Data for processing |
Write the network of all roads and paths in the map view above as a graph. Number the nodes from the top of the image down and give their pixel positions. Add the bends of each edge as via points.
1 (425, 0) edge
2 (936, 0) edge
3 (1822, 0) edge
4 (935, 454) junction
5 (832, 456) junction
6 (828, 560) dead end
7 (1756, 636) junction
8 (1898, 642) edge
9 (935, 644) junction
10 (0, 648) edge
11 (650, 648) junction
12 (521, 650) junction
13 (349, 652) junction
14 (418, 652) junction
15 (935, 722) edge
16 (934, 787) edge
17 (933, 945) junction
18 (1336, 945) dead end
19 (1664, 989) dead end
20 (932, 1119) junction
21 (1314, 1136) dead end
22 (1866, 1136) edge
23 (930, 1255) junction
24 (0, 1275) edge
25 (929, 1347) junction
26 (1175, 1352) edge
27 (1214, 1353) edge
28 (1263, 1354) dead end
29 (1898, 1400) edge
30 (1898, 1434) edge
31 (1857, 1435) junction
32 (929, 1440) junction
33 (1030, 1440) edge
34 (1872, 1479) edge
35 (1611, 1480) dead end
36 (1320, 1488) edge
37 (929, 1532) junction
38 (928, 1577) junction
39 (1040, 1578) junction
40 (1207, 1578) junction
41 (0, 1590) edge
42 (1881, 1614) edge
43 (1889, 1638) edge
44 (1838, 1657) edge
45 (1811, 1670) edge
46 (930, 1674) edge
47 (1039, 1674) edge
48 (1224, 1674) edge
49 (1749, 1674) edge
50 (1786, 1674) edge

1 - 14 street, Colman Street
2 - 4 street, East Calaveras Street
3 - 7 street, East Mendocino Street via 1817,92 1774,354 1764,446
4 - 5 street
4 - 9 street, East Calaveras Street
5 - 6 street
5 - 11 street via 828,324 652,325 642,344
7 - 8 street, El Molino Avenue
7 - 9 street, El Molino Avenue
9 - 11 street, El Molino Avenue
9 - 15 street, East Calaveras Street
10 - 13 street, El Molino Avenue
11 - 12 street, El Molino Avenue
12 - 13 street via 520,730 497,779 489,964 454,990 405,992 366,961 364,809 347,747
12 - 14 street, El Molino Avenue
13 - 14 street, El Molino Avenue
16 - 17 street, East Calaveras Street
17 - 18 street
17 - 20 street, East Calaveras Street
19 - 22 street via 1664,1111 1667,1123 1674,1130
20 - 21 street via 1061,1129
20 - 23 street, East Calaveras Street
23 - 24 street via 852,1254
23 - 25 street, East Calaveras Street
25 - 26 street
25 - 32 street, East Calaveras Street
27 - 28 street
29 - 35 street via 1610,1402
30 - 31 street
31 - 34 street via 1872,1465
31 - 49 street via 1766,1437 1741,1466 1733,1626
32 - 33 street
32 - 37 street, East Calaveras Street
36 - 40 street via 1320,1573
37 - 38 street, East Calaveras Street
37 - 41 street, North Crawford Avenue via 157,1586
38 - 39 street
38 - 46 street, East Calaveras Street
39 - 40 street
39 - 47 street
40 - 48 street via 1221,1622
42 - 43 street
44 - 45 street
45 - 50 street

Assigned task |
Please repeat the listing word for word.

Result |
Write the network of all roads and paths in the map view above as a graph. Number the nodes from the top of the image down and give their pixel positions. Add the bends of each edge as via points.
1 (425, 0) edge
2 (936, 0) edge
3 (1822, 0) edge
4 (935, 454) junction
5 (832, 456) junction
6 (828, 560) dead end
7 (1756, 636) junction
8 (1898, 642) edge
9 (935, 644) junction
10 (0, 648) edge
11 (650, 648) junction
12 (521, 650) junction
13 (349, 652) junction
14 (418, 652) junction
15 (935, 722) edge
16 (934, 787) edge
17 (933, 945) junction
18 (1336, 945) dead end
19 (1664, 989) dead end
20 (932, 1119) junction
21 (1314, 1136) dead end
22 (1866, 1136) edge
23 (930, 1255) junction
24 (0, 1275) edge
25 (929, 1347) junction
26 (1175, 1352) edge
27 (1214, 1353) edge
28 (1263, 1354) dead end
29 (1898, 1400) edge
30 (1898, 1434) edge
31 (1857, 1435) junction
32 (929, 1440) junction
33 (1030, 1440) edge
34 (1872, 1479) edge
35 (1611, 1480) dead end
36 (1320, 1488) edge
37 (929, 1532) junction
38 (928, 1577) junction
39 (1040, 1578) junction
40 (1207, 1578) junction
41 (0, 1590) edge
42 (1881, 1614) edge
43 (1889, 1638) edge
44 (1838, 1657) edge
45 (1811, 1670) edge
46 (930, 1674) edge
47 (1039, 1674) edge
48 (1224, 1674) edge
49 (1749, 1674) edge
50 (1786, 1674) edge

1 - 14 street, Colman Street
2 - 4 street, East Calaveras Street
3 - 7 street, East Mendocino Street via 1817,92 1774,354 1764,446
4 - 5 street
4 - 9 street, East Calaveras Street
5 - 6 street
5 - 11 street via 828,324 652,325 642,344
7 - 8 street, El Molino Avenue
7 - 9 street, El Molino Avenue
9 - 11 street, El Molino Avenue
9 - 15 street, East Calaveras Street
10 - 13 street, El Molino Avenue
11 - 12 street, El Molino Avenue
12 - 13 street via 520,730 497,779 489,964 454,990 405,992 366,961 364,809 347,747
12 - 14 street, El Molino Avenue
13 - 14 street, El Molino Avenue
16 - 17 street, East Calaveras Street
17 - 18 street
17 - 20 street, East Calaveras Street
19 - 22 street via 1664,1111 1667,1123 1674,1130
20 - 21 street via 1061,1129
20 - 23 street, East Calaveras Street
23 - 24 street via 852,1254
23 - 25 street, East Calaveras Street
25 - 26 street
25 - 32 street, East Calaveras Street
27 - 28 street
29 - 35 street via 1610,1402
30 - 31 street
31 - 34 street via 1872,1465
31 - 49 street via 1766,1437 1741,1466 1733,1626
32 - 33 street
32 - 37 street, East Calaveras Street
36 - 40 street via 1320,1573
37 - 38 street, East Calaveras Street
37 - 41 street, North Crawford Avenue via 157,1586
38 - 39 street
38 - 46 street, East Calaveras Street
39 - 40 street
39 - 47 street
40 - 48 street via 1221,1622
42 - 43 street
44 - 45 street
45 - 50 street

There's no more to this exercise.